A POESIA NÃO É SÓ DA LITERATURA

A poesia é um estado de espírito. Não sei se alguém já disse isso. Se disse, concordo. Acho pouco julgar que a poesia é um gênero da literatura. A poesia extrapola gêneros e amarras: ela é um olhar diferenciado sobre a vida. O que quero dizer? Que poesia se faz na vida, não apenas na literatura.

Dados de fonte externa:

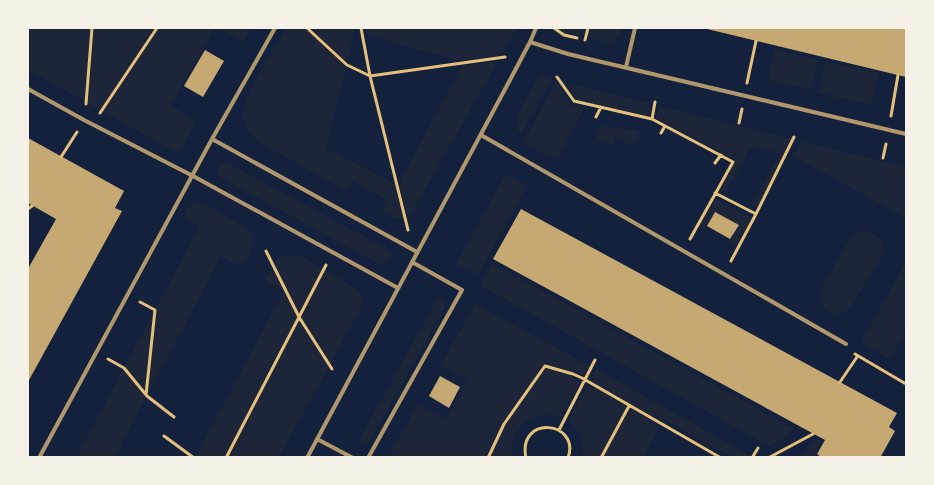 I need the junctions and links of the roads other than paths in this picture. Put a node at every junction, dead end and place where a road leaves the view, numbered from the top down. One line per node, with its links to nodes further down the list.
1 (276, 28): 9 (lane)
2 (536, 28): 4 (lane)
3 (634, 28): 5 (lane)
4 (530, 42): 5 (lane); 8 (lane)
5 (626, 67): 7 (lane)
6 (28, 89): 10 (lane)
7 (906, 134)
8 (481, 135): 11 (lane); 14 (lane)
9 (212, 138): 10 (lane); 11 (lane)
10 (193, 176): 13 (lane); 16 (lane)
11 (417, 252): 12 (lane)
12 (412, 262): 13 (lane); 19 (lane)
13 (398, 288): 15 (lane)
14 (846, 344)
15 (317, 439): 17 (lane); 18 (lane)
16 (39, 458)
17 (306, 458)
18 (353, 458)
19 (368, 458)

Conheço e conheci pessoas que nunca escreveram um verso e são poetas. O sonho de meu pai era fundar A Cidade dos Meninos, onde morariam todas as crianças sem lar. Isso é poesia pura. A designer Heliana Soneghet Pacheco, que assina o design dos meus livros, foi quem me chamou a atenção para esse fato, numa conversa de fim de tarde: “Não sei se os seus poemas são bons ou ruins, o que importa é o olhar de poesia que você tem sobre o mundo”. Olhar de poesia... Daí concluí que qualquer um, mesmo sem saber escrever, pode ter esse olhar e, genuinamente, ser um poeta. Ela mesma é uma poeta. O modo como pensa um livro, seja de poesia ou de tecnologia, é de quem parte em busca da casa, da pele, da voz da poesia.

Concordo que a maioria dos poetas se aconchega no colo da literatura, mas há muitas cozinheiras, por exemplo, cujo principal tempero é a poesia. Minha avó materna achava que as pessoas elegantes eram infelizes. Para ela, comer muito era sinal de plenitude, realização e beleza. Poesia gordinha, mas pura.

Vez por outra encontro com uma moradora de rua de Botafogo que cuida de suas poucas roupas com uma poesia que não dá nem para comentar. Está sempre com os cabelos imundos mas exibindo penteados exóticos, e desfila com seus sacos de lixo como se fossem malas caríssimas. Não, ela não é um personagem que interesse à poesia – ela vive com poesia.

Quando me perguntavam se eu me considerava um poeta – antes de descobrir que a poesia não é só da literatura -, eu dizia: acho que sou um escritor. Hoje, tenho muito orgulhar de dizer que pertenço à raça dos poetas, que em mim se manifesta via literatura, independentemente da qualidade final dos meus textos poéticos.

P.S.: A poesia em mim, primeiro, se manifesta nos ouvidos. Como ouço coisas que ninguém escuta! Como o vento me engana trocando palavras em pleno curso! Como acho que ouvi palavras na televisão que certamente não foram ditas! Ouvir, sem perceber que estou ouvindo, é a minha inicial gestação poética.